Dienstag, 8. Dezember 2020

Jungs


Thorsten war der einzige Junge mit einem Bonanza-Rad. Er lebte mit seiner Mutter im Nachbarhaus. Wir waren beide Scheidungskinder. Das machte uns 1975 zu den Outlaws im Block. Er hatte die gleichen hellblonden Haare wie seine Mutter, die einen verwegenen Kurzhaarschnitt hatte und eine Ente fuhr. Seine Babyschuhe baumelten unter dem Rückspiegel, das wäre mir peinlich gewesen. Einmal war ich mit Thorsten und seiner Mutter nach der Schule in einem Einkaufszentrum. Weil ich zum Essen nicht zuhause war, hat mich meine Mutter von der Polizei suchen lassen. Das war noch viel peinlicher.

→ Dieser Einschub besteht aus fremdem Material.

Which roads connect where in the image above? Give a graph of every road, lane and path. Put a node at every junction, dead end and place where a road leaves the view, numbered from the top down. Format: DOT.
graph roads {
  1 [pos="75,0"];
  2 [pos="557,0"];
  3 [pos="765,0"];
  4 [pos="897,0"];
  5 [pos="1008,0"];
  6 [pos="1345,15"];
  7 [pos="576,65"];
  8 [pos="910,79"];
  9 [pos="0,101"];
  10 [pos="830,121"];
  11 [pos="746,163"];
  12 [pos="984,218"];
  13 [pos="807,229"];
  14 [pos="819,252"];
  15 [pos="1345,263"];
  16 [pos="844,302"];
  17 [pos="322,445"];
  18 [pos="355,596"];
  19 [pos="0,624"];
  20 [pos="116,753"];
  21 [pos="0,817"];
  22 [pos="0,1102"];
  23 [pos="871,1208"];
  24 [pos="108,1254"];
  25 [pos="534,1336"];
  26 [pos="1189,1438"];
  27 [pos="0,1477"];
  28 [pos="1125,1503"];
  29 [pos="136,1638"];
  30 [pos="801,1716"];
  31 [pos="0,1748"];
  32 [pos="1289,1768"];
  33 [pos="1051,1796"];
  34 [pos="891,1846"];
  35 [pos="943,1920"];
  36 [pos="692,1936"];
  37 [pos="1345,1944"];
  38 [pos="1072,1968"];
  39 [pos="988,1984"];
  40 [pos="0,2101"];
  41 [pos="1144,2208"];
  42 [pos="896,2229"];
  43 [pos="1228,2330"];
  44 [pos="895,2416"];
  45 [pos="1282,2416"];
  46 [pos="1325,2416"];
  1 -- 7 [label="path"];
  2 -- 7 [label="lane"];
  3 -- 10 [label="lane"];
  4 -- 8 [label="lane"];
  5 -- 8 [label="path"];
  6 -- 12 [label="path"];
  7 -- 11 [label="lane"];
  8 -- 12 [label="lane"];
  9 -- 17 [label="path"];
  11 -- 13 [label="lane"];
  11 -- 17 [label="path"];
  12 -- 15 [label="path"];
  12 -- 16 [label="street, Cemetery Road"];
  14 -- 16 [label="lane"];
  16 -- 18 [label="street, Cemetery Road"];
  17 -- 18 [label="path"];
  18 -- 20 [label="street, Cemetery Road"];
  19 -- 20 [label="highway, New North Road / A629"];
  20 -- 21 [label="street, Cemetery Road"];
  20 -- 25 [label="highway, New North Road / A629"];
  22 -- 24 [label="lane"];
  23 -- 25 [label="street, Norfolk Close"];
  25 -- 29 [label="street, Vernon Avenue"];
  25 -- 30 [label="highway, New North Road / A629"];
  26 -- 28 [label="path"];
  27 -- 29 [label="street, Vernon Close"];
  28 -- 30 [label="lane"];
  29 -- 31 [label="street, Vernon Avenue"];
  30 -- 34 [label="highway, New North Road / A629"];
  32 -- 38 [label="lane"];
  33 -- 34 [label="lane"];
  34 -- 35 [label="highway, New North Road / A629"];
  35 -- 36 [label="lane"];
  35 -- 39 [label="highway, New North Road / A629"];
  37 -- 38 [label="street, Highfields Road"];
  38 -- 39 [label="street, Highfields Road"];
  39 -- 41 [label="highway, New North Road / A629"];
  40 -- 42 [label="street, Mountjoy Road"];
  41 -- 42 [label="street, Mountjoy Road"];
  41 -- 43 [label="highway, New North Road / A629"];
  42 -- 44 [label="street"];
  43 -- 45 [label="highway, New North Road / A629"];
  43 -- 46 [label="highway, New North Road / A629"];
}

Ich kann mich noch genau erinnern, wie ich zum ersten Mal sein Fahrrad fahren durfte. Auf der anderen Seite der Rheinstraße, die unser Viertel teilte. Ich fuhr am „blauen Haus“ los, dem Hochhaus, in dem Jan wohnte. Ich fuhr einmal um den ganzen Block, an anderen Hochhäusern vorbei, an unserer Grundschule und am Sportplatz, bis ich wieder bei Thorsten war. Ein irres Gerät! Ich fuhr an ihm vorbei noch eine zweite Runde. So schnell ich konnte, raste ich die Straße entlang, bevor ich es ihm zurückgab.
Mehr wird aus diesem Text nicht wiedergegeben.